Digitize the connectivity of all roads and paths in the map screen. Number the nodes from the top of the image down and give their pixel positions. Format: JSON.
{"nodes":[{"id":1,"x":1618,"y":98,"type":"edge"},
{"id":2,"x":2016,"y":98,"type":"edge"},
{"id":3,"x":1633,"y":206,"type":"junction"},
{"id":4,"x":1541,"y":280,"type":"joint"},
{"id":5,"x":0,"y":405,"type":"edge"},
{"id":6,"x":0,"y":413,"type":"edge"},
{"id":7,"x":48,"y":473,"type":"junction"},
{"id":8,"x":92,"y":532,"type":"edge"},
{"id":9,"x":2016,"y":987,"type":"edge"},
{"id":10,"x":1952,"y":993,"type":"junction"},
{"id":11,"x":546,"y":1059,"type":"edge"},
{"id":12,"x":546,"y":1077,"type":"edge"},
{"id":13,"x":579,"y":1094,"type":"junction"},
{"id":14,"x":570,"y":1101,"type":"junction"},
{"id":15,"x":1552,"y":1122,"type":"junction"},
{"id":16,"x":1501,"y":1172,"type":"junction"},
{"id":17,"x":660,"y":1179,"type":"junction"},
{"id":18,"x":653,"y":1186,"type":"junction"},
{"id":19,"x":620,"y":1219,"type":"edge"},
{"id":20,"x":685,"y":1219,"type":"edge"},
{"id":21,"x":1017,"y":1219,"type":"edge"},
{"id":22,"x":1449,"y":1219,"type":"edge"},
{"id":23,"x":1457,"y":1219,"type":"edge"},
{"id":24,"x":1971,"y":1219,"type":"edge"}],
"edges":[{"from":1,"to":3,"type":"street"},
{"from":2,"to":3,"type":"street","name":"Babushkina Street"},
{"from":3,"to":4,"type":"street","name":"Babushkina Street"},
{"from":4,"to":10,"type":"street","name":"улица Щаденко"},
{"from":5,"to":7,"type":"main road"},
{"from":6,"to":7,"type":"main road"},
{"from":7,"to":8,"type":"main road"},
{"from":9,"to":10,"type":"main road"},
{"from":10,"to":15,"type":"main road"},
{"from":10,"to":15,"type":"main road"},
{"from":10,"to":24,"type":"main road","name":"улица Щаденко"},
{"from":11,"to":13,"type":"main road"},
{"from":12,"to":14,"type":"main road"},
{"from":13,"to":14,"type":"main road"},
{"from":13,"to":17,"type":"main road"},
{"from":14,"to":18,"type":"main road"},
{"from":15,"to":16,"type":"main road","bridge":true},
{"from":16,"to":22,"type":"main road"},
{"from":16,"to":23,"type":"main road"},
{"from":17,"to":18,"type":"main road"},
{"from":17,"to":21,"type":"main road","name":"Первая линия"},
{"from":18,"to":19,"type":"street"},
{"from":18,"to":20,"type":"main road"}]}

Task objective
In the listing above, show every line with the word "улица".

Task answer
{"from":4,"to":10,"type":"street","name":"улица Щаденко"},
{"from":10,"to":24,"type":"main road","name":"улица Щаденко"},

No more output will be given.